TO DO:
Using the records below, write out again exactly the lines that begin at the line containing "I am building" and end at the line containing "Give me a JSON index of this map image. Order", and no other lines.
════════
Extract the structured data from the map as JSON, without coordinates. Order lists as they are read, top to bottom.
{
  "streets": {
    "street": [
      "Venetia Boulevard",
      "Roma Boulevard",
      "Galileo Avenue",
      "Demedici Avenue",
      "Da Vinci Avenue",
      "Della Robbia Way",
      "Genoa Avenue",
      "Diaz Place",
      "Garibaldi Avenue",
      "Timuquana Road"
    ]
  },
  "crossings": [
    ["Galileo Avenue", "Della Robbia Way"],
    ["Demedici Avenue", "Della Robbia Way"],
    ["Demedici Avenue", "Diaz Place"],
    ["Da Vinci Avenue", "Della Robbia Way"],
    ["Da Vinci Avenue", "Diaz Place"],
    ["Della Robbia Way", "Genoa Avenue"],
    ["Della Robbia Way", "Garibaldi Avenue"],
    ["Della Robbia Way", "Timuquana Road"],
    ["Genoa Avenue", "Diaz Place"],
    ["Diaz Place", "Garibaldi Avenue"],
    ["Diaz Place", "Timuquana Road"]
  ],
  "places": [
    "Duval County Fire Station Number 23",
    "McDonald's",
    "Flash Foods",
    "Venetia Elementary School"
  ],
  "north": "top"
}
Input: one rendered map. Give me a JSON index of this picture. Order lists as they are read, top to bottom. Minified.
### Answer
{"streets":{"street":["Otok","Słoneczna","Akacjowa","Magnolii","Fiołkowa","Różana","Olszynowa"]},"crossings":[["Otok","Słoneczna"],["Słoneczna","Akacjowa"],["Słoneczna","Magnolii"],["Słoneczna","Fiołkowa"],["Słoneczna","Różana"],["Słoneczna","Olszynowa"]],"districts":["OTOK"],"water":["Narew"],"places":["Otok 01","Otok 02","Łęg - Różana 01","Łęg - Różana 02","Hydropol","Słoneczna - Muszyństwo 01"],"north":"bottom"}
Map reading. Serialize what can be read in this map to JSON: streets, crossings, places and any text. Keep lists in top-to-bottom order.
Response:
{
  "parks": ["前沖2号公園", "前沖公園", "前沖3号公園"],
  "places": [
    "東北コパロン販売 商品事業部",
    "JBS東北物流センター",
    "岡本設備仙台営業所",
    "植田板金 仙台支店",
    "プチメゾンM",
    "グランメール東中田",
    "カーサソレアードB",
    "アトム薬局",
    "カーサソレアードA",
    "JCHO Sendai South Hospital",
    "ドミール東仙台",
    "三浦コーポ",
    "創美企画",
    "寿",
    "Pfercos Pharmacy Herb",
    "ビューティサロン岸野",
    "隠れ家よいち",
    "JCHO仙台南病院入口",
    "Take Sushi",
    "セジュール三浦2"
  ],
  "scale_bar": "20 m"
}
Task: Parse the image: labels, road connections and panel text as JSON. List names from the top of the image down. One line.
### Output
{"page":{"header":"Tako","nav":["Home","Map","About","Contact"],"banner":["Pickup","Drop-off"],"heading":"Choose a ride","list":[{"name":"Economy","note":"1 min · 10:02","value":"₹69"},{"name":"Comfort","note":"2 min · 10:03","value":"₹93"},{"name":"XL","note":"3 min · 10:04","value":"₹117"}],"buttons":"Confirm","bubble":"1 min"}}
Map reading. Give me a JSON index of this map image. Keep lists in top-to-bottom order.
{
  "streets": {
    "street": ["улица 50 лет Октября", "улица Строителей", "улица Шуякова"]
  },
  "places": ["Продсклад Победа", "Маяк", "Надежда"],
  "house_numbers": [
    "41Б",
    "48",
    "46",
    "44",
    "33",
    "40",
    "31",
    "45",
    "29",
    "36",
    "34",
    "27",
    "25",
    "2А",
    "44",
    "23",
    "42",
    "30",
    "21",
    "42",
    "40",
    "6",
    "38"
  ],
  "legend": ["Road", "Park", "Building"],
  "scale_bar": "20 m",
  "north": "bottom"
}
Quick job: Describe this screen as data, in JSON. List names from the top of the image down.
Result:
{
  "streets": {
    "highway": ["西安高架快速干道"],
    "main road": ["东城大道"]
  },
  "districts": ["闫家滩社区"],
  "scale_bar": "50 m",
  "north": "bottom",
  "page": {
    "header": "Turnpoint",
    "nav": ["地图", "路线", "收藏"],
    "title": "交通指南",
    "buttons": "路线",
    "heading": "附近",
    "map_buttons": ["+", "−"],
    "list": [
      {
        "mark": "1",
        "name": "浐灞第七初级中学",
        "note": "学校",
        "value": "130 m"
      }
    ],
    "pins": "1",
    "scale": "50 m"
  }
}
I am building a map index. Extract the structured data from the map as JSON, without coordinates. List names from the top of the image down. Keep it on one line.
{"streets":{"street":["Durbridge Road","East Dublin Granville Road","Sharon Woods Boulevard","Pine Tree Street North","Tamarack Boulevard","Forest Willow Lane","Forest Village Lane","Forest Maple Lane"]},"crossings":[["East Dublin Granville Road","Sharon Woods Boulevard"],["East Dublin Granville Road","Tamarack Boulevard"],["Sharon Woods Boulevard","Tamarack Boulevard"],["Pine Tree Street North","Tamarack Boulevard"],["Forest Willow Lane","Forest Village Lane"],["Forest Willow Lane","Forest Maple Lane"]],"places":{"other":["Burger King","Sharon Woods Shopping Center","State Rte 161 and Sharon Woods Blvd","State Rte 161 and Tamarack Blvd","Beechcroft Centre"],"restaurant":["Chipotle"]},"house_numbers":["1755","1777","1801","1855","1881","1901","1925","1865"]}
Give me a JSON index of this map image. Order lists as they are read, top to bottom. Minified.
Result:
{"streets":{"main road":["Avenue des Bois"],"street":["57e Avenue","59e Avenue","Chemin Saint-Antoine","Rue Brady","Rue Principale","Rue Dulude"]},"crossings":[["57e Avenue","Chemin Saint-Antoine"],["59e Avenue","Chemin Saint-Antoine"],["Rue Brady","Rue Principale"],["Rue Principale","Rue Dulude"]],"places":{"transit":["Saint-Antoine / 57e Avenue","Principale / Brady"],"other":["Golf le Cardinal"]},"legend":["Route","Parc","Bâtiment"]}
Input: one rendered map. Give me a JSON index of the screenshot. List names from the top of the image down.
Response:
════════
WRITTEN RESPONSE:
I am building a map index. Extract the structured data from the map as JSON, without coordinates. List names from the top of the image down. Keep it on one line.
{"streets":{"street":["Durbridge Road","East Dublin Granville Road","Sharon Woods Boulevard","Pine Tree Street North","Tamarack Boulevard","Forest Willow Lane","Forest Village Lane","Forest Maple Lane"]},"crossings":[["East Dublin Granville Road","Sharon Woods Boulevard"],["East Dublin Granville Road","Tamarack Boulevard"],["Sharon Woods Boulevard","Tamarack Boulevard"],["Pine Tree Street North","Tamarack Boulevard"],["Forest Willow Lane","Forest Village Lane"],["Forest Willow Lane","Forest Maple Lane"]],"places":{"other":["Burger King","Sharon Woods Shopping Center","State Rte 161 and Sharon Woods Blvd","State Rte 161 and Tamarack Blvd","Beechcroft Centre"],"restaurant":["Chipotle"]},"house_numbers":["1755","1777","1801","1855","1881","1901","1925","1865"]}
Give me a JSON index of this map image. Order lists as they are read, top to bottom. Minified.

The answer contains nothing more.